The movie – and several panelists afterwards – explained how government policies subsidizing the outward expansion of metropolitan areas are causing problems in first-ring suburbs usually seen struggling city centers:

  • population decline;
  • business decline;
  • increased infrastructure cost as more people drive when businesses move out of town;
  • property value decline;
  • tax-revenue decline.

Jim Rokakis, Director of the Thriving Communities Institute, said as people continue to migrate outward, inner-ring suburbs have to learn how to do more with less.

“The only good thing to come out of this is that it forced you to re-examine how you do business,” he said.

Bay Village Mayor Deborah Sutherland said the lost revenue her city has seen is “sobering.” Monday, she presented her budget to City Council, and said, after factoring in losses from property taxes, as well as cuts in state aid and the repeal of the estate tax, Bay Village will be $3.2 million in debt by 2015.
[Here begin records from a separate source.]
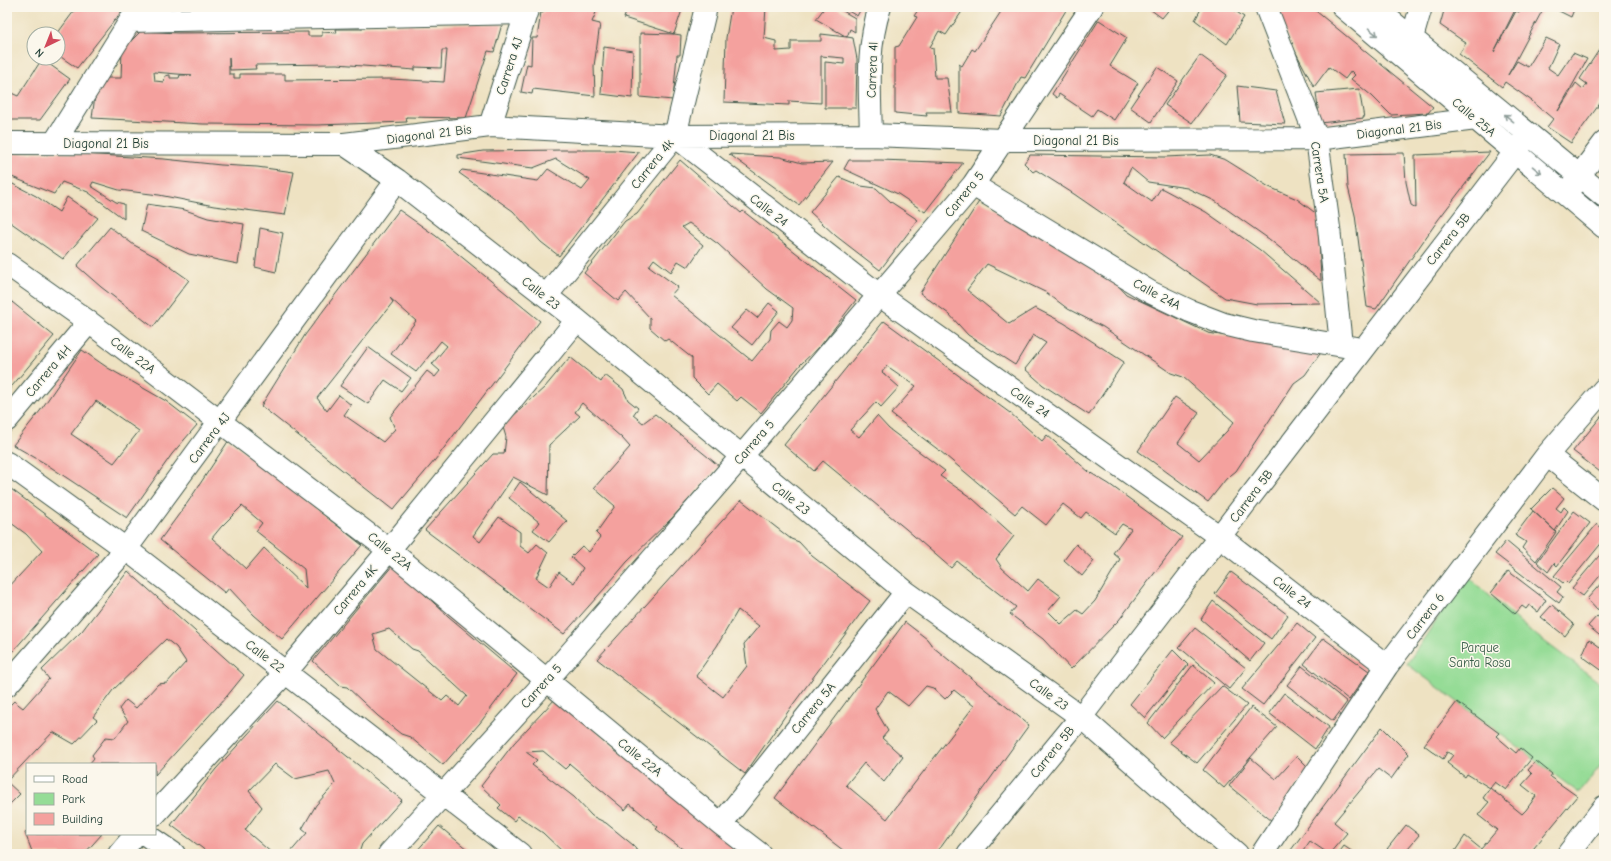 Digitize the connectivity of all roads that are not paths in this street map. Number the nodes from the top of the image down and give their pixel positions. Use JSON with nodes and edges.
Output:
{"nodes":[{"id":1,"x":706,"y":7,"type":"edge"},
{"id":2,"x":880,"y":7,"type":"edge"},
{"id":3,"x":1092,"y":7,"type":"edge"},
{"id":4,"x":1266,"y":7,"type":"edge"},
{"id":5,"x":1343,"y":7,"type":"edge"},
{"id":6,"x":1374,"y":7,"type":"edge"},
{"id":7,"x":1421,"y":7,"type":"edge"},
{"id":8,"x":527,"y":10,"type":"edge"},
{"id":9,"x":136,"y":14,"type":"edge"},
{"id":10,"x":1407,"y":48,"type":"junction"},
{"id":11,"x":1488,"y":101,"type":"junction"},
{"id":12,"x":1476,"y":119,"type":"junction"},
{"id":13,"x":490,"y":126,"type":"junction"},
{"id":14,"x":871,"y":134,"type":"junction"},
{"id":15,"x":1528,"y":134,"type":"junction"},
{"id":16,"x":674,"y":136,"type":"junction"},
{"id":17,"x":1317,"y":139,"type":"junction"},
{"id":18,"x":1004,"y":140,"type":"junction"},
{"id":19,"x":7,"y":142,"type":"edge"},
{"id":20,"x":54,"y":143,"type":"junction"},
{"id":21,"x":1604,"y":143,"type":"edge"},
{"id":22,"x":344,"y":144,"type":"junction"},
{"id":23,"x":1515,"y":152,"type":"junction"},
{"id":24,"x":1579,"y":176,"type":"junction"},
{"id":25,"x":397,"y":180,"type":"junction"},
{"id":26,"x":973,"y":185,"type":"junction"},
{"id":27,"x":1565,"y":194,"type":"junction"},
{"id":28,"x":1604,"y":196,"type":"edge"},
{"id":29,"x":1604,"y":227,"type":"edge"},
{"id":30,"x":7,"y":264,"type":"edge"},
{"id":31,"x":879,"y":295,"type":"junction"},
{"id":32,"x":546,"y":296,"type":"junction"},
{"id":33,"x":577,"y":320,"type":"junction"},
{"id":34,"x":89,"y":322,"type":"junction"},
{"id":35,"x":1341,"y":345,"type":"junction"},
{"id":36,"x":1362,"y":349,"type":"junction"},
{"id":37,"x":1604,"y":389,"type":"edge"},
{"id":38,"x":7,"y":420,"type":"edge"},
{"id":39,"x":221,"y":422,"type":"junction"},
{"id":40,"x":1547,"y":455,"type":"junction"},
{"id":41,"x":741,"y":457,"type":"junction"},
{"id":42,"x":7,"y":463,"type":"edge"},
{"id":43,"x":1604,"y":500,"type":"edge"},
{"id":44,"x":1220,"y":537,"type":"junction"},
{"id":45,"x":126,"y":549,"type":"junction"},
{"id":46,"x":389,"y":550,"type":"junction"},
{"id":47,"x":906,"y":592,"type":"junction"},
{"id":48,"x":1387,"y":666,"type":"junction"},
{"id":49,"x":286,"y":672,"type":"junction"},
{"id":50,"x":547,"y":680,"type":"junction"},
{"id":51,"x":7,"y":685,"type":"edge"},
{"id":52,"x":1080,"y":717,"type":"junction"},
{"id":53,"x":444,"y":794,"type":"junction"},
{"id":54,"x":1604,"y":807,"type":"edge"},
{"id":55,"x":156,"y":813,"type":"edge"},
{"id":56,"x":721,"y":824,"type":"junction"},
{"id":57,"x":135,"y":835,"type":"edge"},
{"id":58,"x":146,"y":835,"type":"edge"},
{"id":59,"x":119,"y":854,"type":"edge"},
{"id":60,"x":174,"y":854,"type":"edge"},
{"id":61,"x":389,"y":854,"type":"edge"},
{"id":62,"x":520,"y":854,"type":"edge"},
{"id":63,"x":760,"y":854,"type":"edge"},
{"id":64,"x":968,"y":854,"type":"edge"},
{"id":65,"x":1237,"y":854,"type":"edge"},
{"id":66,"x":1262,"y":854,"type":"edge"},
{"id":67,"x":1568,"y":854,"type":"edge"}],
"edges":[{"from":1,"to":16,"type":"street","name":"Carrera 4k"},
{"from":2,"to":14,"type":"street","name":"Carrera 4l"},
{"from":3,"to":18,"type":"street","name":"Carrera 5"},
{"from":4,"to":17,"type":"street","name":"Carrera 5A"},
{"from":5,"to":10,"type":"street","name":"Calle 25A","one_way":true},
{"from":6,"to":10,"type":"street","name":"Calle 25A"},
{"from":7,"to":10,"type":"street"},
{"from":8,"to":9,"type":"street"},
{"from":8,"to":13,"type":"street","name":"Carrera 4J"},
{"from":9,"to":20,"type":"street"},
{"from":10,"to":11,"type":"street","name":"Calle 25A"},
{"from":10,"to":12,"type":"street","name":"Calle 25A"},
{"from":11,"to":12,"type":"street"},
{"from":15,"to":11,"type":"street","name":"Calle 25A","one_way":true},
{"from":12,"to":17,"type":"street","name":"Diagonal 21 Bis"},
{"from":12,"to":23,"type":"street","name":"Calle 25A"},
{"from":13,"to":16,"type":"street","name":"Diagonal 21 Bis"},
{"from":13,"to":22,"type":"street","name":"Diagonal 21 Bis"},
{"from":14,"to":16,"type":"street","name":"Diagonal 21 Bis"},
{"from":14,"to":18,"type":"street","name":"Diagonal 21 Bis"},
{"from":15,"to":23,"type":"street","name":"Carrera 5B"},
{"from":15,"to":24,"type":"street","name":"Calle 25A"},
{"from":16,"to":31,"type":"street","name":"Calle 24"},
{"from":16,"to":32,"type":"street","name":"Carrera 4k"},
{"from":17,"to":18,"type":"street","name":"Diagonal 21 Bis"},
{"from":17,"to":35,"type":"street","name":"Carrera 5A"},
{"from":18,"to":26,"type":"street","name":"Carrera 5"},
{"from":19,"to":20,"type":"street","name":"Diagonal 21 Bis"},
{"from":20,"to":22,"type":"street","name":"Diagonal 21 Bis"},
{"from":21,"to":24,"type":"street"},
{"from":22,"to":25,"type":"street","name":"Calle 23"},
{"from":23,"to":27,"type":"street","name":"Calle 25A","one_way":true},
{"from":23,"to":36,"type":"street","name":"Carrera 5B"},
{"from":24,"to":27,"type":"street"},
{"from":24,"to":28,"type":"street","name":"Calle 25A"},
{"from":25,"to":32,"type":"street","name":"Calle 23"},
{"from":25,"to":39,"type":"street","name":"Carrera 4J"},
{"from":26,"to":31,"type":"street","name":"Carrera 5"},
{"from":26,"to":35,"type":"street","name":"Calle 24A"},
{"from":27,"to":29,"type":"street","name":"Calle 25A"},
{"from":30,"to":34,"type":"street","name":"Calle 22A"},
{"from":31,"to":41,"type":"street","name":"Carrera 5"},
{"from":31,"to":44,"type":"street","name":"Calle 24"},
{"from":32,"to":33,"type":"street","name":"Calle 23"},
{"from":33,"to":41,"type":"street","name":"Calle 23"},
{"from":33,"to":46,"type":"street","name":"Carrera 4K"},
{"from":34,"to":38,"type":"street","name":"Carrera 4H"},
{"from":34,"to":39,"type":"street","name":"Calle 22A"},
{"from":35,"to":36,"type":"street","name":"Calle 24A"},
{"from":36,"to":44,"type":"street","name":"Carrera 5B"},
{"from":37,"to":40,"type":"street","name":"Carrera 6"},
{"from":39,"to":45,"type":"street","name":"Carrera 4J"},
{"from":39,"to":46,"type":"street","name":"Calle 22A"},
{"from":40,"to":43,"type":"street"},
{"from":40,"to":48,"type":"street","name":"Carrera 6"},
{"from":41,"to":47,"type":"street","name":"Calle 23"},
{"from":41,"to":50,"type":"street","name":"Carrera 5"},
{"from":42,"to":45,"type":"street","name":"Calle 22"},
{"from":44,"to":48,"type":"street","name":"Calle 24"},
{"from":44,"to":52,"type":"street","name":"Carrera 5B"},
{"from":45,"to":49,"type":"street","name":"Calle 22"},
{"from":45,"to":51,"type":"street","name":"Carrera 4J"},
{"from":46,"to":49,"type":"street","name":"Carrera 4K"},
{"from":46,"to":50,"type":"street","name":"Calle 22A"},
{"from":47,"to":52,"type":"street","name":"Calle 23"},
{"from":47,"to":56,"type":"street","name":"Carrera 5A"},
{"from":48,"to":66,"type":"street","name":"Carrera 6"},
{"from":49,"to":53,"type":"street","name":"Calle 22"},
{"from":49,"to":55,"type":"street","name":"Carrera 4K"},
{"from":50,"to":53,"type":"street","name":"Carrera 5"},
{"from":50,"to":56,"type":"street","name":"Calle 22A"},
{"from":52,"to":64,"type":"street","name":"Carrera 5B"},
{"from":52,"to":65,"type":"street","name":"Calle 23"},
{"from":53,"to":61,"type":"street","name":"Carrera 5"},
{"from":53,"to":62,"type":"street","name":"Calle 22"},
{"from":54,"to":67,"type":"street"},
{"from":56,"to":63,"type":"street","name":"Calle 22A"},
{"from":57,"to":59,"type":"street"},
{"from":58,"to":60,"type":"street"}]}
“I’m not going to be real diplomatic about this, but the state balanced its budget on our backs,” she said. “But let’s not raise taxes to make ends meet, so what are the alternatives?”

Mayor Summers said the purpose of the event was to “refocus and revamp” the Northeast Ohio First Suburbs Consortium (NOFSC), a group formed in 1996 that now consists of 17 developed communities in Cuyahoga County.

The group’s goal, according to its website, is “identifying federal, state and regional governmental practices that promote disinvestment in, and outmigration from, older suburbs.”

Mayor Summers said addressing these problems will take a collective effort.

“It’s about advancing the interests of the whole region,” he said.

Former Lakewood City Councilman Mike Dever, now at the Cuyahoga County Department of Public Works, said a new “unfunded mandate” from the Ohio Environmental Protection Agency that bans releasing sewage in freshwater when there is a significant rain event will cost Lakewood alone nearly $300 million.

“There’s no way that the city of Lakewood can bare that kind of cost…on the backs of the 50,000 residents of this community,” he said.

The event also served as a call to action, Summers said, challenging the leaders to think of new ideas to bring to the NOFSC meeting of both east and west-side leaders in the spring.

“It isn’t about vulcanizing the west side or the east side,” Summers said. “It’s really about taking a geographic approach to building an intellectual base."